Pemerintah Provinsi (Pemprov) Lampung menjelaskan mekanisme pengelolaan data yang dihasilkan Satelit Lampung-1 usai resmi diluncurkan dari perairan Haiyang, Provinsi Shandong, China. Pemprov menegaskan satelit tersebut bukan milik pemerintah daerah, melainkan hasil kolaborasi pemanfaatan teknologi bersama perusahaan Startisia dan Badan Riset dan Inovasi Nasional (BRIN).
Sekretaris Daerah (Sekda) Provinsi Lampung Marindo Kurniawan mengatakan peran Pemprov Lampung difokuskan pada pemanfaatan data citra satelit dan teknologi kecerdasan buatan (Artificial Intelligence/AI) untuk mendukung pembangunan di berbagai sektor.

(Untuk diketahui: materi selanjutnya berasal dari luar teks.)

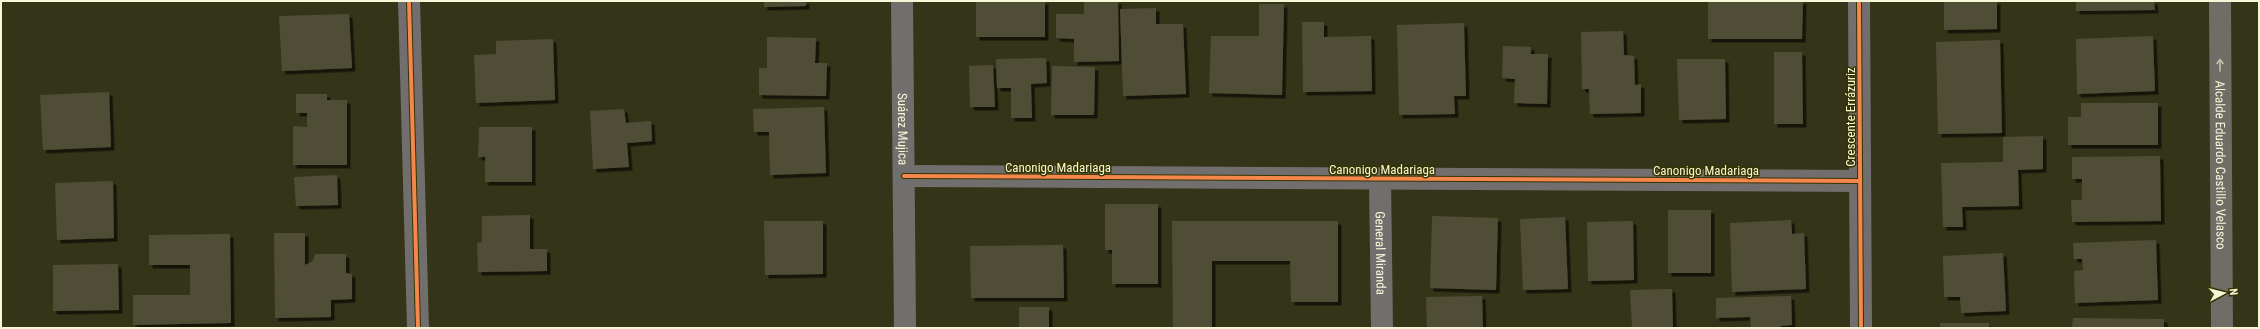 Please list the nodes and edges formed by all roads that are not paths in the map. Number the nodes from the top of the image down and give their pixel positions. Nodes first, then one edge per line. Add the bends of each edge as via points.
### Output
1 (409, 1) edge
2 (902, 1) edge
3 (1859, 1) edge
4 (2220, 1) edge
5 (904, 176) junction
6 (1380, 178) junction
7 (1860, 181) junction
8 (418, 328) edge
9 (905, 328) edge
10 (1382, 328) edge
11 (1861, 328) edge
12 (2222, 328) edge

1 - 8 street
2 - 5 street, Suárez Mujica
3 - 7 street, Crescente Errázuriz
12 -> 4 main road, Alcalde Eduardo Castillo Velasco
5 - 6 street, Canonigo Madariaga
5 - 9 street, Suárez Mujica
6 - 7 street, Canonigo Madariaga
6 - 10 street, General Miranda
7 - 11 street, Crescente Errázuriz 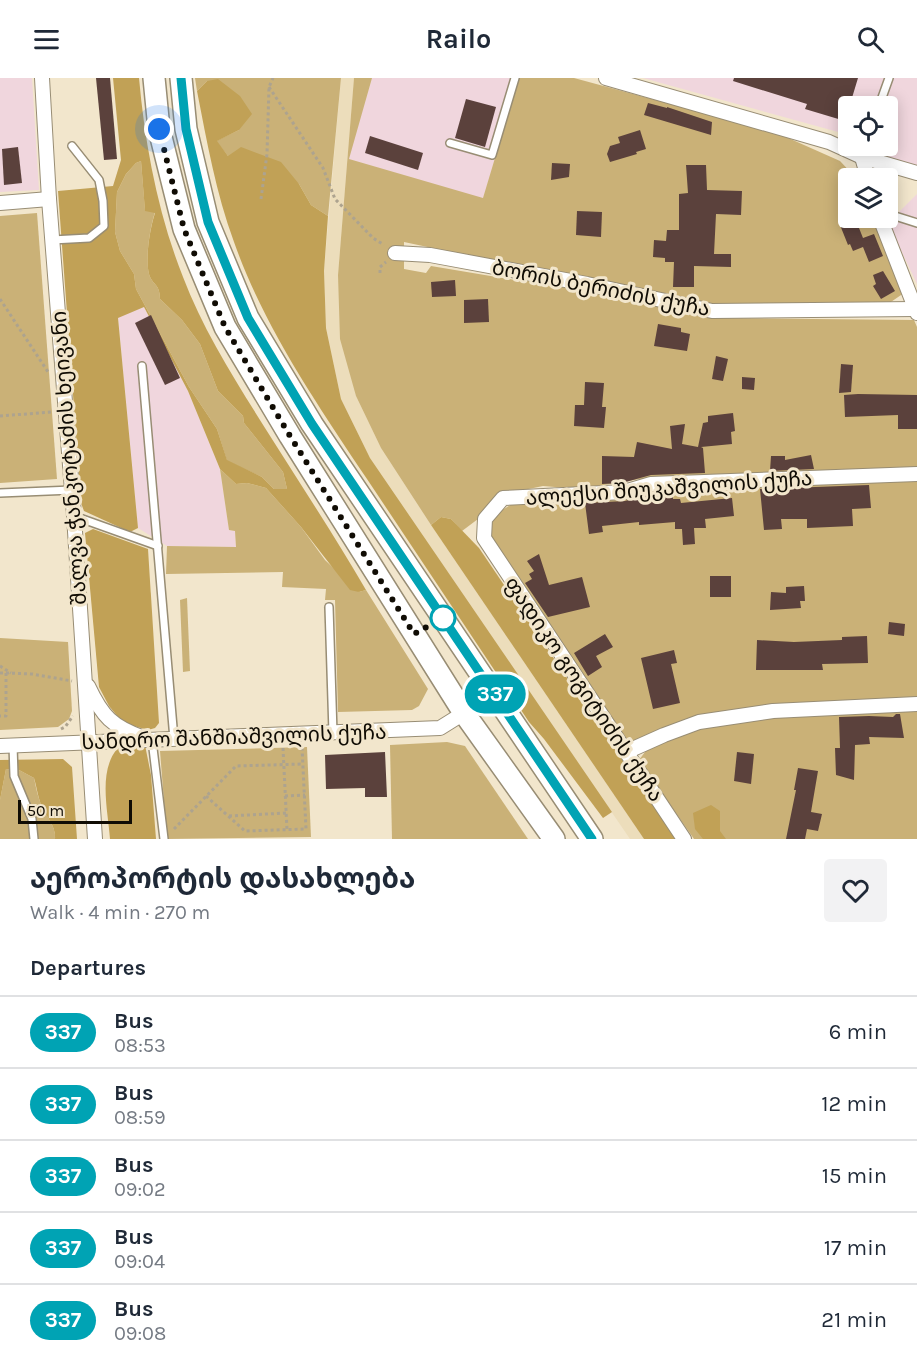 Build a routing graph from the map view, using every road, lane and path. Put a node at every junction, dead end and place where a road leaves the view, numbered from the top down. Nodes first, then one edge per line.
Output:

"Kerja sama ini merupakan bentuk kolaborasi dalam pemanfaatan teknologi satelit dan AI. Satelit Lampung-1 bukan aset milik Pemerintah Provinsi Lampung, tetapi kami memperoleh kesempatan untuk memanfaatkan data yang dihasilkan guna mendukung pembangunan daerah," kata Marindo dalam keterangannya, Kamis (6/8/2026).
SCROLL TO CONTINUE WITH CONTENT
Marindo menjelaskan pengelolaan data dilakukan bersama BRIN agar informasi yang dihasilkan memenuhi standar ilmiah dan dapat digunakan sebagai dasar penyusunan kebijakan pemerintah. Seluruh data yang diterima akan melalui proses kalibrasi, validasi, analisis, hingga pengolahan menggunakan teknologi AI sebelum dimanfaatkan.
Menurutnya, pemerintah pusat, BRIN, dan Pemprov Lampung juga telah menyepakati mekanisme serta batasan mengenai data yang dapat diakses dan dimanfaatkan sesuai ketentuan yang berlaku.
"Semua pemanfaatan data dilakukan secara terukur. Ada data yang dapat digunakan untuk kepentingan pembangunan daerah dan ada pula yang menjadi kewenangan pemerintah pusat. Karena itu pengelolaannya dilakukan bersama BRIN agar tetap sesuai regulasi," ujarnya.
Marinda mengatakan teknologi tersebut akan dimanfaatkan pada sejumlah sektor strategis, di antaranya pertanian, irigasi, perikanan, kelautan, hingga pembangunan infrastruktur jalan dan gedung.
Di sektor pertanian, data satelit akan dimanfaatkan untuk memetakan lahan, memantau kondisi tanaman, mendeteksi kekurangan air, hingga memperkirakan potensi hasil panen. Sementara pada sektor kelautan dan perikanan, data tersebut dapat digunakan untuk membantu melihat potensi sumber daya di wilayah pesisir.
"Harapannya teknologi ini memberikan kemudahan bagi pemerintah daerah, pemerintah kabupaten/kota, petani, nelayan, dan masyarakat dalam mengambil keputusan yang berbasis data sehingga hasilnya lebih tepat sasaran," jelas Marindo.
Marindo menambahkan digitalisasi berbasis data menjadi salah satu arah pembangunan yang tengah dikembangkan Pemprov Lampung. Melalui dukungan AI, data satelit akan diolah menjadi informasi yang dapat digunakan dalam perencanaan pembangunan, peningkatan pelayanan publik, serta pengambilan kebijakan yang lebih efektif.
"Tujuan akhirnya adalah menghadirkan kebijakan yang akurat, berbasis data, dan benar-benar menjawab kebutuhan masyarakat. Teknologi ini menjadi instrumen untuk meningkatkan kualitas pembangunan di Provinsi Lampung," pungkasnya.